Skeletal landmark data
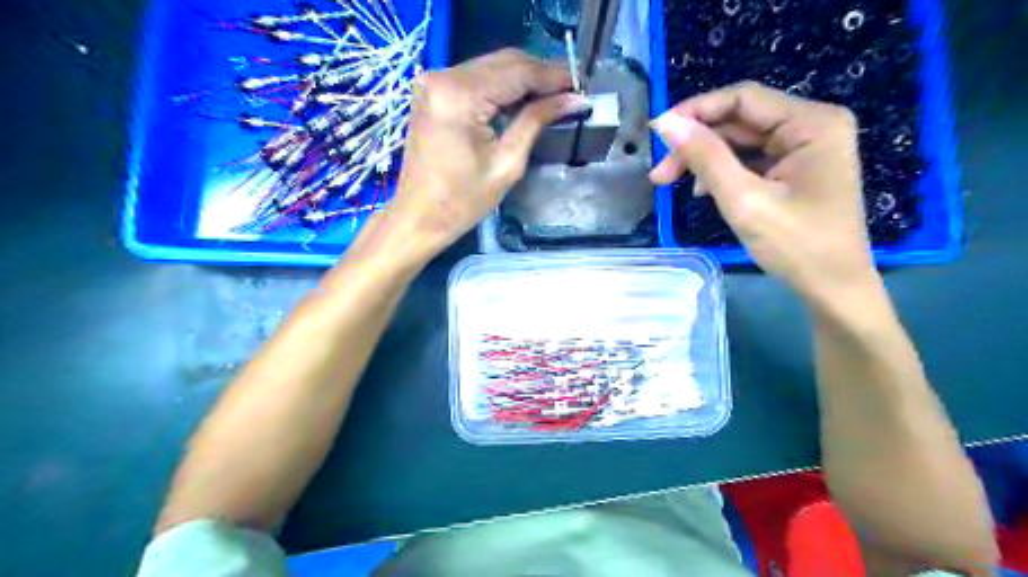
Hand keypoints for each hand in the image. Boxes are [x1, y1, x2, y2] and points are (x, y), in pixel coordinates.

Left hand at [373, 50, 589, 264]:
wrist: (419, 217)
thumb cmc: (463, 201)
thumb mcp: (508, 163)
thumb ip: (537, 121)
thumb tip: (575, 100)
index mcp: (459, 95)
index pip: (518, 72)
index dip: (553, 76)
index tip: (582, 85)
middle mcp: (443, 77)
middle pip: (504, 61)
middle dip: (541, 74)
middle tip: (571, 91)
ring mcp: (434, 81)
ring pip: (492, 66)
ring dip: (524, 79)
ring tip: (554, 96)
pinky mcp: (433, 91)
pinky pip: (477, 78)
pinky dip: (502, 86)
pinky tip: (524, 99)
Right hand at [655, 83, 878, 299]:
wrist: (833, 289)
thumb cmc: (796, 246)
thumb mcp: (744, 200)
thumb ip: (705, 157)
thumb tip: (666, 123)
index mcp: (812, 123)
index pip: (743, 98)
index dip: (696, 111)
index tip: (658, 133)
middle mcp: (812, 125)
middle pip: (740, 120)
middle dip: (696, 143)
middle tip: (659, 175)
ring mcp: (805, 148)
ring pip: (741, 140)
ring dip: (705, 159)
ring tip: (673, 185)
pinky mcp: (796, 168)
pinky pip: (751, 159)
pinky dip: (723, 171)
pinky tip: (704, 191)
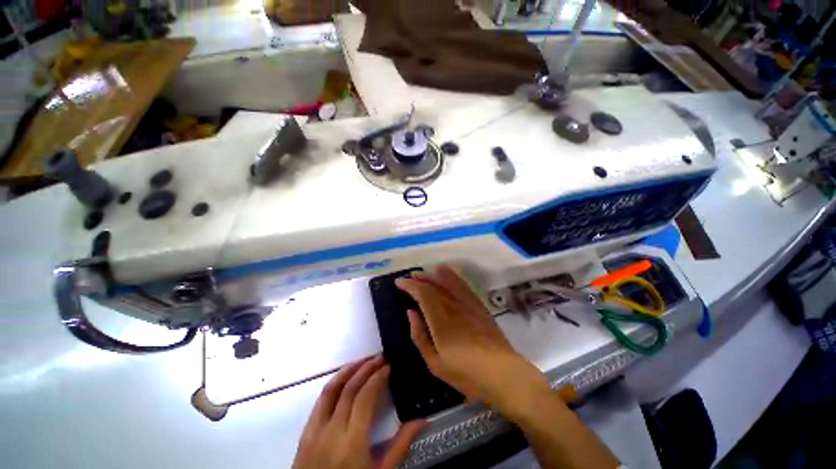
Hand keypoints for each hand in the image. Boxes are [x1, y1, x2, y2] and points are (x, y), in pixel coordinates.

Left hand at [292, 356, 424, 468]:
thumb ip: (400, 446)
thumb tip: (422, 420)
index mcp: (352, 442)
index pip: (365, 397)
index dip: (377, 377)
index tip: (388, 366)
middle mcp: (331, 431)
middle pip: (349, 388)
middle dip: (366, 368)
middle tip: (380, 358)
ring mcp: (315, 430)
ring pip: (331, 389)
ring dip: (348, 370)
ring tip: (363, 361)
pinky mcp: (305, 433)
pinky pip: (320, 401)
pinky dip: (334, 384)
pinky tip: (344, 380)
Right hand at [395, 265, 553, 419]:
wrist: (503, 374)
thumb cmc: (466, 374)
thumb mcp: (435, 363)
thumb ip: (419, 335)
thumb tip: (410, 312)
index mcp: (440, 319)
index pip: (422, 293)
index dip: (409, 285)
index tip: (399, 282)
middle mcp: (453, 305)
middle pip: (433, 284)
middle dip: (419, 278)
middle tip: (408, 278)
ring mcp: (468, 303)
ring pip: (447, 281)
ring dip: (433, 274)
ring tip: (423, 272)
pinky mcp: (478, 304)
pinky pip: (462, 284)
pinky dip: (451, 275)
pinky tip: (445, 272)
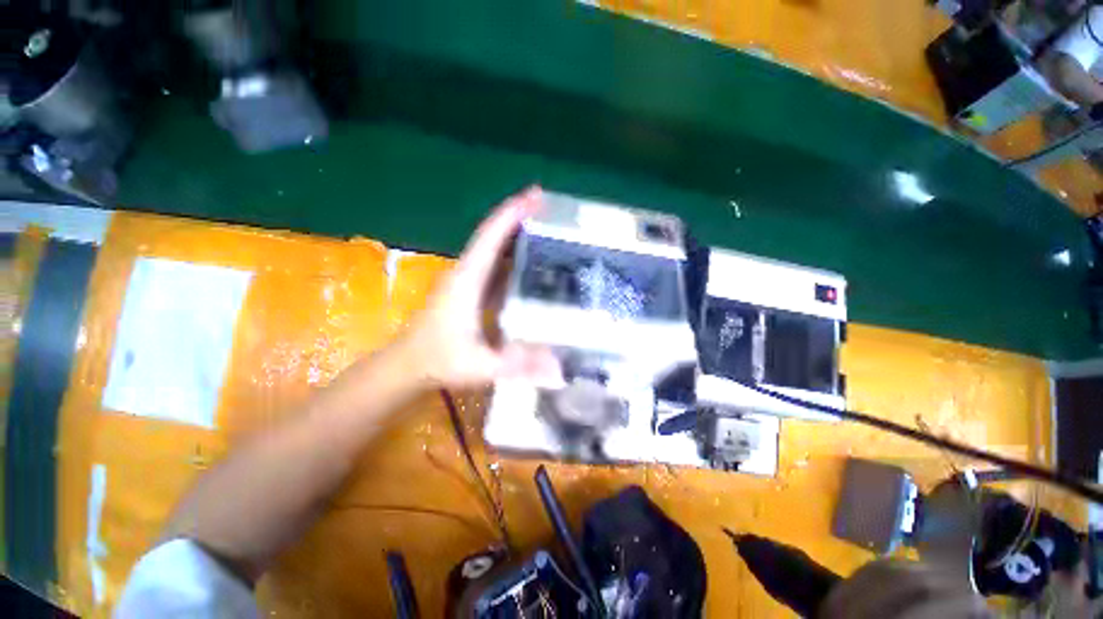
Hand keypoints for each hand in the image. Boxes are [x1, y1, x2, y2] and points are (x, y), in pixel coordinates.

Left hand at [399, 186, 561, 389]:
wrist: (407, 365)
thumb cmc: (438, 361)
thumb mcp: (479, 366)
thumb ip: (516, 366)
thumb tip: (559, 369)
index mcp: (467, 280)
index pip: (489, 238)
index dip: (511, 214)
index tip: (535, 196)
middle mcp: (466, 273)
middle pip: (492, 235)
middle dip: (518, 215)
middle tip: (548, 204)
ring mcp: (467, 280)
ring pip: (492, 247)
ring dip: (514, 231)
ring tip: (543, 223)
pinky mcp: (469, 289)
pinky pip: (493, 263)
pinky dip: (510, 252)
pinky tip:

#### Your instructions
Report only the number of lines, among the records above, that contain the word "Left".

#### Answer below
3